As Art Director + UX Designer at MarketPlace, Shelby aims to push design forward and provide meaningful and relevant user experiences. Her thoughtful approach solves branding, design, usability and functional problems through creative solutions in print and digital.

Type Hike Poster


Shelby graduated from Saint Louis University with a Master of Public Health in Biosecurity and Disaster Preparedness before deciding to pursue design full-time. It was during her last year of graduate school that she realized her creative calling and finished her degree by turning a technical capstone project into a design portfolio project.

Her career curiosity and hard work led her to a local agency and SaaS company where she advanced from Art Director to Interactive Art Director to UX Designer. Always in pursuit of knowledge and skill, Shelby also earned a certificate in Human Centered Design from the University of California San Diego.

Shelby at Home

Shelby is an old soul in the truest sense of the word. She loves drinking tea, watching Murder She Wrote episodes, and going to bed early. She’s almost always reading 2-3 books at a time — typically a novel, a memoir, and a design-related book.

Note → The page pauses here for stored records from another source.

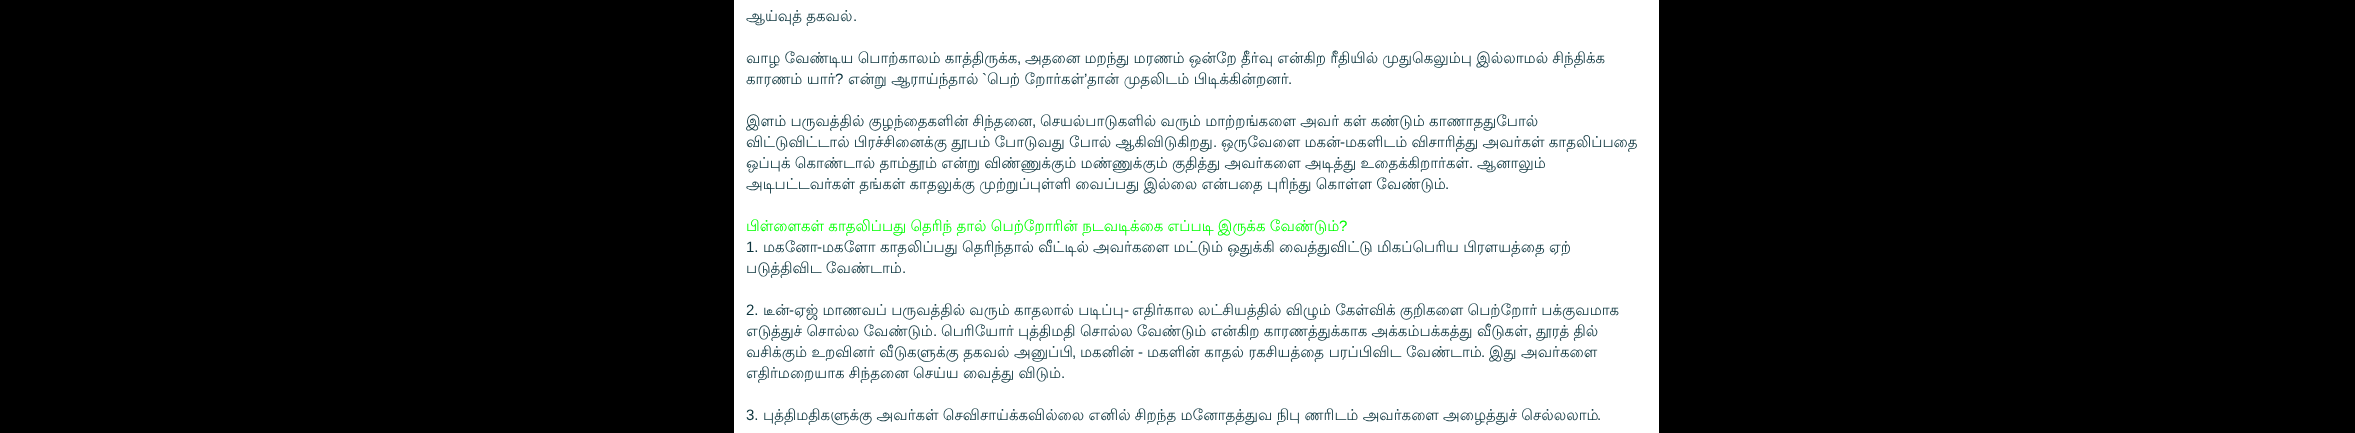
<svg xmlns="http://www.w3.org/2000/svg" width="2355" height="433" viewBox="0 0 2355 433">
  <style>
    .t1 { font: 15px Lohit Tamil; fill: #0c343d; }
    .t2 { font: 15px Liberation Sans; fill: #0c343d; }
    .t3 { font: 15px Lohit Tamil; fill: #0f0; }
    .t4 { font: 15px Liberation Sans; fill: #0f0; }
  </style>
  <rect width="100%" height="100%" fill="#000"/>
  <rect x="734" y="0" width="925" height="433" fill="#fff"/>
  <text x="746" y="21" word-spacing="-0.25" class="t1">ஆய்வுத் தகவல்</text>
  <text x="853" y="21" class="t2">.</text>
  <text x="746" y="63" word-spacing="-0.25" class="t1">வாழ வேண்டிய பொற்காலம் காத்திருக்க</text>
  <text x="1017" y="63" class="t2">,</text>
  <text x="1025" y="63" word-spacing="-0.25" class="t1">அதனை மறந்து மரணம் ஒன்றே தீர்வு என்கிற ரீதியில் முதுகெலும்பு இல்லாமல் சிந்திக்க</text>
  <text x="746" y="84" class="t1">காரணம் யார்</text>
  <text x="835" y="84" class="t2">?</text>
  <text x="848" y="84" class="t1">என்று ஆராய்ந்தால்</text>
  <text x="982" y="84" class="t2">`</text>
  <text x="987" y="84" class="t1">பெற் றோர்கள்</text>
  <text x="1084" y="84" class="t2">’</text>
  <text x="1087" y="84" class="t1">தான் முதலிடம் பிடிக்கின்றனர்</text>
  <text x="1288" y="84" class="t2">.</text>
  <text x="746" y="126" word-spacing="-0.25" class="t1">இளம் பருவத்தில் குழந்தைகளின் சிந்தனை</text>
  <text x="1032" y="126" class="t2">,</text>
  <text x="1040" y="126" word-spacing="-0.25" class="t1">செயல்பாடுகளில் வரும் மாற்றங்களை அவர் கள் கண்டும் காணாததுபோல்</text>
  <text x="746" y="147" word-spacing="-0.25" class="t1">விட்டுவிட்டால் பிரச்சினைக்கு தூபம் போடுவது போல் ஆகிவிடுகிறது</text>
  <text x="1221" y="147" word-spacing="-0.25" class="t1">ஒருவேளை மகன்</text>
  <text x="1340" y="147" class="t2">-</text>
  <text x="1345" y="147" word-spacing="-0.25" class="t1">மகளிடம் விசாரித்து அவர்கள் காதலிப்பதை</text>
  <text x="1213" y="147" class="t2">.</text>
  <text x="746" y="168" word-spacing="-0.25" class="t1">ஒப்புக் கொண்டால் தாம்தூம் என்று விண்ணுக்கும் மண்ணுக்கும் குதித்து அவர்களை அடித்து உதைக்கிறார்கள்</text>
  <text x="1469" y="168" class="t2">.</text>
  <text x="1477" y="168" class="t1">ஆனாலும்</text>
  <text x="746" y="189" word-spacing="-0.25" class="t1">அடிபட்டவர்கள் தங்கள் காதலுக்கு முற்றுப்புள்ளி வைப்பது இல்லை என்பதை புரிந்து கொள்ள வேண்டும்</text>
  <text x="1445" y="189" class="t2">.</text>
  <text x="746" y="231" word-spacing="-0.25" class="t3">பிள்ளைகள் காதலிப்பது தெரிந் தால் பெற்றோரின் நடவடிக்கை எப்படி இருக்க வேண்டும்</text>
  <text x="1339" y="231" class="t4">?</text>
  <text x="746" y="252" class="t2">1.</text>
  <text x="763" y="252" class="t1">மகனோ</text>
  <text x="817" y="252" class="t2">-</text>
  <text x="822" y="252" word-spacing="-0.25" class="t1">மகளோ காதலிப்பது தெரிந்தால் வீட்டில் அவர்களை மட்டும் ஒதுக்கி வைத்துவிட்டு மிகப்பெரிய பிரளயத்தை ஏற்</text>
  <text x="746" y="273" word-spacing="-0.25" class="t1">படுத்திவிட வேண்டாம்</text>
  <text x="902" y="273" class="t2">.</text>
  <text x="746" y="315" class="t2">2.</text>
  <text x="763" y="315" class="t1">டீன்</text>
  <text x="789" y="315" class="t2">-</text>
  <text x="794" y="315" word-spacing="-0.25" class="t1">ஏஜ் மாணவப் பருவத்தில் வரும் காதலால் படிப்பு</text>
  <text x="1124" y="315" class="t2">-</text>
  <text x="1132" y="315" word-spacing="-0.25" class="t1">எதிர்கால லட்சியத்தில் விழும் கேள்விக் குறிகளை பெற்றோர் பக்குவமாக</text>
  <text x="746" y="336" word-spacing="-0.25" class="t1">எடுத்துச் சொல்ல வேண்டும்</text>
  <text x="933" y="336" class="t2">.</text>
  <text x="941" y="336" word-spacing="-0.25" class="t1">பெரியோர் புத்திமதி சொல்ல வேண்டும் என்கிற காரணத்துக்காக அக்கம்பக்கத்து வீடுகள்</text>
  <text x="1528" y="336" class="t2">,</text>
  <text x="1536" y="336" word-spacing="-0.25" class="t1">தூரத் தில்</text>
  <text x="746" y="357" class="t1">வசிக்கும் உறவினர் வீடுகளுக்கு தகவல் அனுப்பி</text>
  <text x="1080" y="357" class="t1">மகனின்</text>
  <text x="1138" y="357" class="t2">-</text>
  <text x="1147" y="357" class="t1">மகளின் காதல் ரகசியத்தை பரப்பிவிட வேண்டாம்</text>
  <text x="1489" y="357" class="t1">இது அவர்களை</text>
  <text x="1072" y="357" class="t2">,</text>
  <text x="1481" y="357" class="t2">.</text>
  <text x="746" y="378" word-spacing="-0.25" class="t1">எதிர்மறையாக சிந்தனை செய்ய வைத்து விடும்</text>
  <text x="1061" y="378" class="t2">.</text>
  <text x="746" y="420" class="t2">3.</text>
  <text x="763" y="420" word-spacing="-0.25" class="t1">புத்திமதிகளுக்கு அவர்கள் செவிசாய்க்கவில்லை எனில் சிறந்த மனோதத்துவ நிபு ணரிடம் அவர்களை அழைத்துச் செல்லலாம்</text>
  <text x="1597" y="420" class="t2">.</text>
</svg>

She’s also incredibly passionate about the things she’s interested in — namely true crime, traveling, good design (it’s not all subjective) and music (favorites range from The National to Chance the Rapper).

Jay Fletcher Dribbble


It’s safe to say I’ve got a recently saved Dribbble shot by Jay Fletcher. His brand work is some of the earliest I saw that made me really want to be a better designer. His style lives somewhere between timeless and contemporary, and everything he produces is both simple and satisfying.

Memorable Meal

It’s definitely a shuck-your-own oyster picnic at Hog Island Oyster Farm after a let’s-drive-and-see-where-we-end-up trip down the Pacific Highway. They were handed oysters straight out of the bay on ice, lemons, hot sauce, gloves and a shucking knife. Turns out working for your oysters makes them taste that much better.

Design doesn’t need to be delightful for it to work, but that’s like saying food doesn’t need to be tasty to keep us alive.